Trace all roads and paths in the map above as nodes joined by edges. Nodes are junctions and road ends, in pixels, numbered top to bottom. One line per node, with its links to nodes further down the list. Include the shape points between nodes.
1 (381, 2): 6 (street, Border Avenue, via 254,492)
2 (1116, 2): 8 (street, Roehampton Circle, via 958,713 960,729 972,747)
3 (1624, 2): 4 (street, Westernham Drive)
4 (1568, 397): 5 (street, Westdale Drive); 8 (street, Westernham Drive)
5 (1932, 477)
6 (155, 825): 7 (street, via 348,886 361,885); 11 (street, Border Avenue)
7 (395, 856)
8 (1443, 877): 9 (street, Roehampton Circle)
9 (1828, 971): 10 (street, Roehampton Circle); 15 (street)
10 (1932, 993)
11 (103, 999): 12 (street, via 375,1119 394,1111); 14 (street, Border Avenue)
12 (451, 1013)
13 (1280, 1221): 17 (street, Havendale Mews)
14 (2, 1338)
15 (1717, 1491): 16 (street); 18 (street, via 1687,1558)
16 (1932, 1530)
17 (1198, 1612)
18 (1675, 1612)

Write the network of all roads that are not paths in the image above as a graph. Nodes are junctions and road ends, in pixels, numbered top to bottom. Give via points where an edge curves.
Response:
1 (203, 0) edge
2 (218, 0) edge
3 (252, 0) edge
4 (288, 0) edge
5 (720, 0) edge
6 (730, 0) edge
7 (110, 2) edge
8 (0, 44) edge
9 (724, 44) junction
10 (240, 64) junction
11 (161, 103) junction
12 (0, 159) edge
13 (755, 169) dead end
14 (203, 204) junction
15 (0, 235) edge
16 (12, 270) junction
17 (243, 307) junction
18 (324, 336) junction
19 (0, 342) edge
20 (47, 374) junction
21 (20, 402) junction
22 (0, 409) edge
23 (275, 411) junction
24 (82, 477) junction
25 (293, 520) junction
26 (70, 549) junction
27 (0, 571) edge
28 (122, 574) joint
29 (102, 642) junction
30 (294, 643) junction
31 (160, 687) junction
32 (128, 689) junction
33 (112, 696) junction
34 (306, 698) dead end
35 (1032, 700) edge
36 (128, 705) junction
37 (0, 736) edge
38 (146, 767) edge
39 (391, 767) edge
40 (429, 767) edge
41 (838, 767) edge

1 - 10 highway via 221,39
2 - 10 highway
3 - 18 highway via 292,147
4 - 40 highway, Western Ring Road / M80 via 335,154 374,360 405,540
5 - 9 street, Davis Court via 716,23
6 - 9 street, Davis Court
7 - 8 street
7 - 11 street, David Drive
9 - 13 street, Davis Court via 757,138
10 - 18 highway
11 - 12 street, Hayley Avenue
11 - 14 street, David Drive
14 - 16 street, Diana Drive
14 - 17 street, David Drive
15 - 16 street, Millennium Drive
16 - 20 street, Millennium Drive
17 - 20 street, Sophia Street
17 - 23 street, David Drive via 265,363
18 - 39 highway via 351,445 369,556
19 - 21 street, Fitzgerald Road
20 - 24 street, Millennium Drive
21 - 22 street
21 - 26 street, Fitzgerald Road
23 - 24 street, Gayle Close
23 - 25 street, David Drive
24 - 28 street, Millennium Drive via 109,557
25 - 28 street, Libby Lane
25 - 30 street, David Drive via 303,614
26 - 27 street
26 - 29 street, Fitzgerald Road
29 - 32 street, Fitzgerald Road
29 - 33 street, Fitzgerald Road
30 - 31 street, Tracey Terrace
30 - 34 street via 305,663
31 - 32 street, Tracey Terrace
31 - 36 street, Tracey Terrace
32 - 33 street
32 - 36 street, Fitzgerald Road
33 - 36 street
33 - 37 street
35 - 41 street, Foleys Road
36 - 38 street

▶ [Task]: Each line of the data in which the string "Circle" appears needs to be copied.

▶ [Reply]:
2 (1116, 2): 8 (street, Roehampton Circle, via 958,713 960,729 972,747)
8 (1443, 877): 9 (street, Roehampton Circle)
9 (1828, 971): 10 (street, Roehampton Circle); 15 (street)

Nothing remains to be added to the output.